Provided data below:

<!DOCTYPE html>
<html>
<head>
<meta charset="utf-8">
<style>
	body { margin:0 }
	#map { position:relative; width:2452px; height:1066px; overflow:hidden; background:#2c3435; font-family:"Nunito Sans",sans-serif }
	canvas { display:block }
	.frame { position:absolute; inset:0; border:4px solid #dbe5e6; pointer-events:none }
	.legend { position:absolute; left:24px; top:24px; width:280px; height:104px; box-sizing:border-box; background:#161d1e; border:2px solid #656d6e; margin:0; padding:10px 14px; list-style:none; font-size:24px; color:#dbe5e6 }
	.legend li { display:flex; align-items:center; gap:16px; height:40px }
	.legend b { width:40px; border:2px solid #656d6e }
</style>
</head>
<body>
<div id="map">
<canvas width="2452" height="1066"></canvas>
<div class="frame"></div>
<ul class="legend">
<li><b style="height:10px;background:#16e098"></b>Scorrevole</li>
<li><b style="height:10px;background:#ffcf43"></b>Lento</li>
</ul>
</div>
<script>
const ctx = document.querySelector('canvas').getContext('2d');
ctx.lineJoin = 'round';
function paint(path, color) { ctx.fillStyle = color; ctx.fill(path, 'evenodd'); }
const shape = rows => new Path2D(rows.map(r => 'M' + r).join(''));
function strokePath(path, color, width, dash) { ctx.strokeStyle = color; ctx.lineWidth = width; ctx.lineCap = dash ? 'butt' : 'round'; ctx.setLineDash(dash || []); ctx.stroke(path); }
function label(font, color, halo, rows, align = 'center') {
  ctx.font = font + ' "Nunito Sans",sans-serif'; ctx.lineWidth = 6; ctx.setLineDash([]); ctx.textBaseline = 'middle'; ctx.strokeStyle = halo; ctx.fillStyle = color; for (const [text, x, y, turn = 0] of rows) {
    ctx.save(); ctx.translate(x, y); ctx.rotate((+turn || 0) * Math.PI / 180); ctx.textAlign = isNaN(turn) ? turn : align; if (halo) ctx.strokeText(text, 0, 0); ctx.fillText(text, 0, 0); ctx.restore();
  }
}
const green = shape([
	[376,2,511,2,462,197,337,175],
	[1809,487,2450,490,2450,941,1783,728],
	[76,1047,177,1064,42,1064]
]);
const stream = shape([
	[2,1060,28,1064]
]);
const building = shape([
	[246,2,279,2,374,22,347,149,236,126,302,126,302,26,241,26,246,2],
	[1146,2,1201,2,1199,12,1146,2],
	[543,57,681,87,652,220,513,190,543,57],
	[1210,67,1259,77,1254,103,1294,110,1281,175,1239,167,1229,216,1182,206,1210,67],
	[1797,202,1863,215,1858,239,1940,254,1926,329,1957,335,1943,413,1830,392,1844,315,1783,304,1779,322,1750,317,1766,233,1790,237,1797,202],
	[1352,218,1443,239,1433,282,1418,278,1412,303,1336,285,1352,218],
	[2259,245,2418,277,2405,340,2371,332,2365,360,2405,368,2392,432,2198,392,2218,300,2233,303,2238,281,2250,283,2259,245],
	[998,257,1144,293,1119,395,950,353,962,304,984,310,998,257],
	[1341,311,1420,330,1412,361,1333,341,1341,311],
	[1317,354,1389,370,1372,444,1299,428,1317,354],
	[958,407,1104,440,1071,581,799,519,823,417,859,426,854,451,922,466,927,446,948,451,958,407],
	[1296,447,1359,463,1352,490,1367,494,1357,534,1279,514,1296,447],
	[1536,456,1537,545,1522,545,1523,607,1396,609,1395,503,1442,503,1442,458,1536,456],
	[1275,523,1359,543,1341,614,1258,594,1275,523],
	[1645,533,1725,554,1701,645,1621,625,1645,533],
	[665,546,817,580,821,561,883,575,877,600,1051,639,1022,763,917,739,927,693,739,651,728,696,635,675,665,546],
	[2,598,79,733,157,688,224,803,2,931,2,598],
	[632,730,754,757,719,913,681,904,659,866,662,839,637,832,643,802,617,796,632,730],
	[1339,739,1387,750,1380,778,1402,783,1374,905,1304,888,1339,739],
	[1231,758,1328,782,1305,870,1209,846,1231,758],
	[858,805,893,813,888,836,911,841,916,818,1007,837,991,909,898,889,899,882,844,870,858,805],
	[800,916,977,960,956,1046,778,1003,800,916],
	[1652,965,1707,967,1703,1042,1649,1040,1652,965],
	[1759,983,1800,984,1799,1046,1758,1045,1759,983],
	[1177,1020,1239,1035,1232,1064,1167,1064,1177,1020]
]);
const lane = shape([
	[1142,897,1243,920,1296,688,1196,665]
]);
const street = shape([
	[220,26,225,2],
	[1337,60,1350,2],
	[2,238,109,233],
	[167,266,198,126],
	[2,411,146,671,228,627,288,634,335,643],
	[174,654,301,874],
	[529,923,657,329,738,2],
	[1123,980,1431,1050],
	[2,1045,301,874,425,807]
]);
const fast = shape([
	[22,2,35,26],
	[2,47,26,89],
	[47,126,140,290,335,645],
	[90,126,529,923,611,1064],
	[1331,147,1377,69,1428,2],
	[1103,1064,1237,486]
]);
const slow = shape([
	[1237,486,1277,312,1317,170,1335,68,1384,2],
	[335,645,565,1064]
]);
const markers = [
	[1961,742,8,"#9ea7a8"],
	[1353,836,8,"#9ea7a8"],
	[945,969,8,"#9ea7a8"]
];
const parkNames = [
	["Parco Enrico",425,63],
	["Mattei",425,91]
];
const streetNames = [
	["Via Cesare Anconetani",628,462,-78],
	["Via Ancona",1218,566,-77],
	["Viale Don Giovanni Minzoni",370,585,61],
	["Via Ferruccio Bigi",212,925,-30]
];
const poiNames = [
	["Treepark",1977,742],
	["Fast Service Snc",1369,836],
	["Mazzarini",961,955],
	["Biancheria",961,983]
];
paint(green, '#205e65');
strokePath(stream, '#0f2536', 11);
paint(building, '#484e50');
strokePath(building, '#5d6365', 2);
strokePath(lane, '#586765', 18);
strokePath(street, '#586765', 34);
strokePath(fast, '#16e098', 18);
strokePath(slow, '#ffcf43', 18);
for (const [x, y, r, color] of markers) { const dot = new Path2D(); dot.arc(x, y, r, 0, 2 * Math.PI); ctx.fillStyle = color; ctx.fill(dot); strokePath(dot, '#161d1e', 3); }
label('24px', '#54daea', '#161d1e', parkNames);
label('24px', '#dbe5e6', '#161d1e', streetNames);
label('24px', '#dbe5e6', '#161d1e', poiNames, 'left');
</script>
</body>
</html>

End of Provided data.

_Work to complete_
Which lines above include the word "rows"? Show each one.

_Answer space_
const shape = rows => new Path2D(rows.map(r => 'M' + r).join(''));
function label(font, color, halo, rows, align = 'center') {
  ctx.font = font + ' "Nunito Sans",sans-serif'; ctx.lineWidth = 6; ctx.setLineDash([]); ctx.textBaseline = 'middle'; ctx.strokeStyle = halo; ctx.fillStyle = color; for (const [text, x, y, turn = 0] of rows) {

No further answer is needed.